En somme, le gouvernement a maintenu une orientation économique compatible avec les intérêts de la grande bourgeoisie nicaraguayenne et des grandes entreprises privées étrangères, c’est-à-dire une économie tournée vers l’exportation et basée sur des bas salaires afin de rester compétitive sur le marché mondial.
Première conclusion
Ce n’est pas une trop forte radicalité qui a affaibli la révolution sandiniste
La conclusion est très importante : ce n’est pas une trop forte radicalité qui a affaibli la révolution sandiniste. Ce qui n’a pas permis d’avancer suffisamment avec le soutien d’une majorité de la population, c’est une orientation qui n’a pas mis le peuple au cœur du processus pour engager la transition après le renversement de la dictature de Somoza. Le gouvernement aurait dû en pratique mieux prendre en compte les besoins et les aspirations du peuple tant à la campagne qu’en zone urbaine. Il aurait dû redistribuer les terres en faveur des paysans et en développant/renforçant la petite propriété privée et, dans la mesure du possible, des formes de coopération volontaire. Le gouvernement aurait dû favoriser l’augmentation des salaires des travailleurs tant dans le secteur privé que public.
Il aurait dû mettre progressivement en place de manière plus importante des politiques favorisant le marché intérieur et les producteurs pour ce marché.
Il fallait, à tous les niveaux, favoriser l’auto-organisation des citoyens et des citoyennes et leur permettre de contrôler l’administration publique tout comme les comptes des entreprises privées. Il fallait refuser de s’allier avec un secteur du grand capital local perçu à tort comme patriotique et allié du peuple.
À chaque étape importante, des voix critiques à l’intérieur du FSLN se sont fait entendre mais elles n’ont pas été prises réellement en compte par la direction de plus en plus dominée par Daniel Ortega, son frère, Humberto, Victor Tirado Lopez, tous les trois de la tendance dite « tercerista », ralliés par Tomas Borge et Bayardo Arce provenant de la tendance « Guerre populaire prolongée », et sans que les quatre autres membres de la direction nationale ne constituent un bloc pour faire obstacle à l’approfondissement des erreurs.

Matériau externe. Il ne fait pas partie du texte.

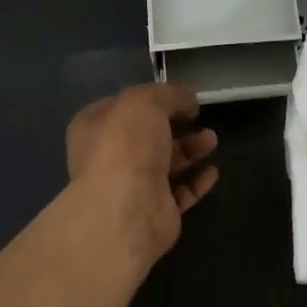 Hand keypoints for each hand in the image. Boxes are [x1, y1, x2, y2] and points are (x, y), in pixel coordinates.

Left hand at [67, 83, 218, 269]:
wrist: (128, 210)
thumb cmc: (126, 146)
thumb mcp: (145, 102)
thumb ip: (168, 94)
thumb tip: (188, 99)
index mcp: (94, 128)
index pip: (120, 107)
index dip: (148, 99)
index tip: (178, 96)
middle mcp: (109, 158)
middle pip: (146, 137)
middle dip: (174, 125)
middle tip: (198, 116)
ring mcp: (132, 188)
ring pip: (165, 164)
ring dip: (189, 150)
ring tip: (212, 139)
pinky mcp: (155, 212)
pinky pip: (179, 193)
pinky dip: (196, 181)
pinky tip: (212, 171)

Il est très important de souligner que des propositions de politiques alternatives ont été formulées tant à l’intérieur du FSLN qu’à l’extérieur parmi des forces politiques qui souhaitaient approfondir le processus révolutionnaire en cours.
Les voix critiques constructives n’ont pas attendu l’échec électoral de février 1990 pour proposer un cours nouveau, mais elles n’ont reçu qu’une faible audience et elles sont restées relativement isolées.

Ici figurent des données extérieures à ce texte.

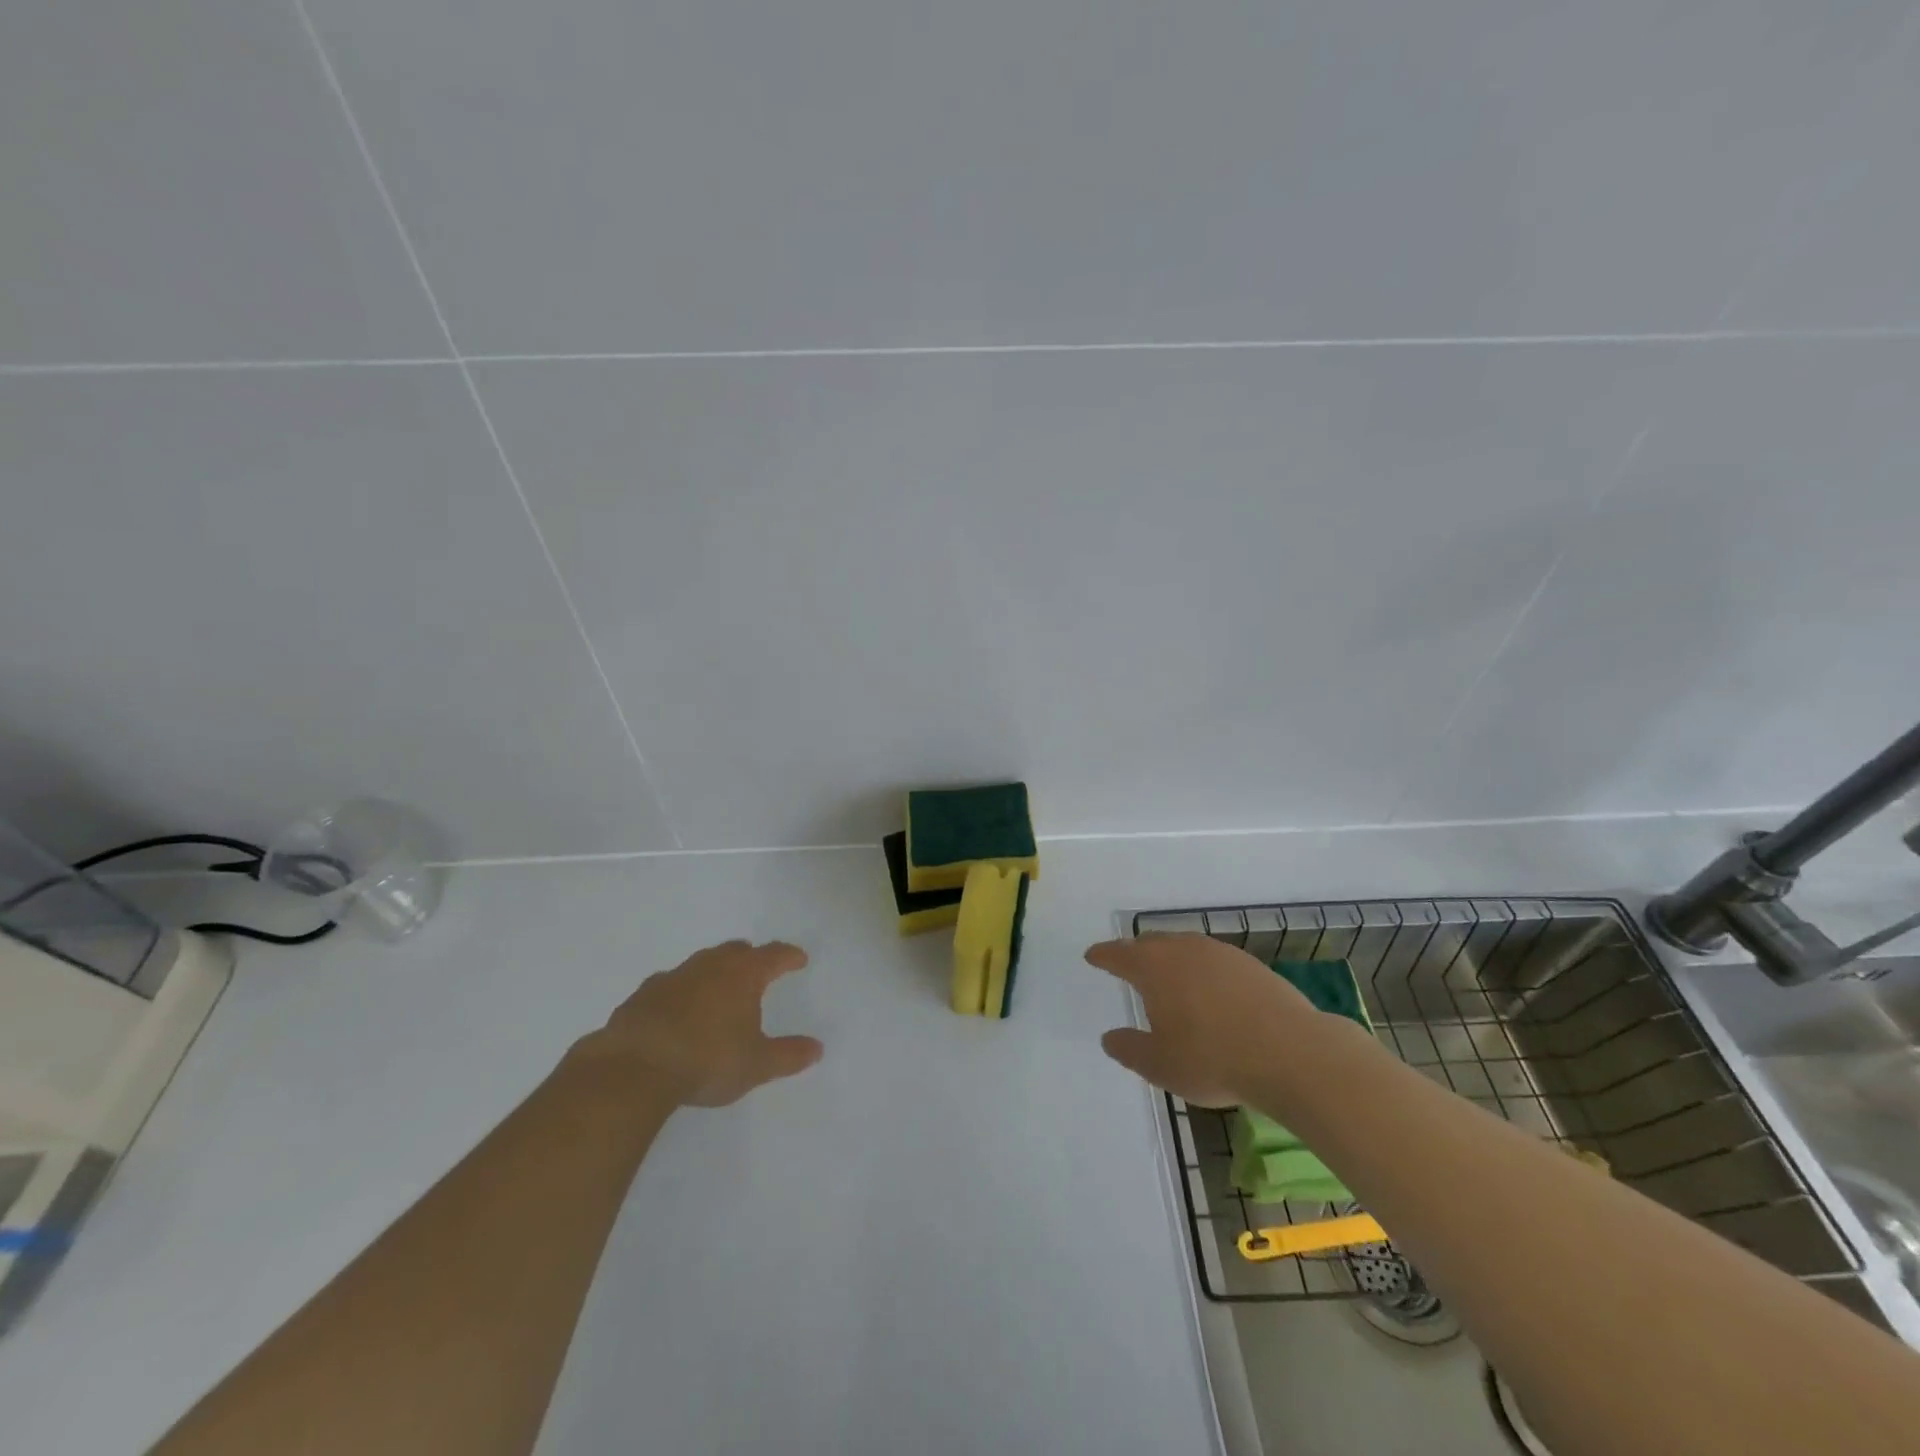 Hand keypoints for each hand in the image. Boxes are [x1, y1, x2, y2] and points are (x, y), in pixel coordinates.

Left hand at [575, 940, 823, 1107]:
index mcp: (742, 975)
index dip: (789, 956)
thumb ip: (788, 1055)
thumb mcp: (756, 1064)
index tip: (799, 959)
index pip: (773, 955)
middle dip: (750, 957)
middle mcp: (709, 966)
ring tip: (718, 990)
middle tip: (758, 968)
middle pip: (734, 951)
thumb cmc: (707, 1061)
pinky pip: (669, 987)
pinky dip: (680, 993)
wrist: (633, 1068)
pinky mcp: (641, 997)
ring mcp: (672, 978)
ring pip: (700, 965)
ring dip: (713, 972)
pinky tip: (676, 1012)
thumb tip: (817, 1048)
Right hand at [1087, 934, 1336, 1106]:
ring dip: (1171, 959)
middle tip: (1128, 965)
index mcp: (1153, 967)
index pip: (1118, 954)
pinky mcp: (1251, 965)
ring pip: (1185, 947)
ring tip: (1170, 978)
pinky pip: (1213, 960)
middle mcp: (1183, 949)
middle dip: (1136, 952)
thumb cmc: (1213, 1059)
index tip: (1092, 956)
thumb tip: (1110, 1037)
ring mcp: (1220, 953)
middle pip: (1152, 943)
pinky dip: (1202, 970)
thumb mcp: (1159, 1065)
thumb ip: (1130, 1049)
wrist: (1291, 1053)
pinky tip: (1210, 992)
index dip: (1103, 956)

La dette illégitime et odieuse
La direction du FSLN aurait dû également remettre en cause le paiement de la dette publique héritée du régime de Somoza et rompre avec la Banque mondiale et avec le FMI. Elle aurait dû réaliser un audit de la dette avec une large participation citoyenne. C’est un point fondamental. Le fait que le gouvernement sandiniste a accepté de poursuivre le paiement de la dette allait de pair avec le respect des intérêts d’une partie de la bourgeoisie nicaraguayenne qui avait investi dans la dette émise par Somoza. Il s’agissait également pour le gouvernement sandiniste de garantir les emprunts que les entreprises privées de la grande bourgeoisie avaient effectués auprès des banques étrangères, principalement des États-Unis. Enfin, pour le gouvernement sandiniste, il s’agissait d’éviter un affrontement avec la Banque mondiale et avec le FMI qui avaient pourtant financé la dictature. Malgré cette volonté du gouvernement de maintenir la collaboration avec la Banque mondiale et le FMI, ces deux institutions ont décidé de suspendre les relations financières avec les nouvelles autorités nicaraguayennes [37]. Ce qui montre qu’il était vain de leur faire des concessions.
Si on ne dénonce pas les chaînes de la dette illégitime, on condamne le peuple à les supporter
Certes, il n’était pas facile pour le gouvernement d’un pays comme le Nicaragua d’affronter seul ses créanciers, mais il aurait pu commencer par la remise en cause de la légitimité des dettes que réclamaient la Banque mondiale, le FMI, les États et les banques privées qui avaient financé la dictature. Le gouvernement aurait pu lancer un audit de celles-ci en faisant appel à la participation citoyenne, il aurait pu obtenir du large mouvement international de soutien au peuple nicaraguayen qu’il avance la revendication de l’annulation de la dette.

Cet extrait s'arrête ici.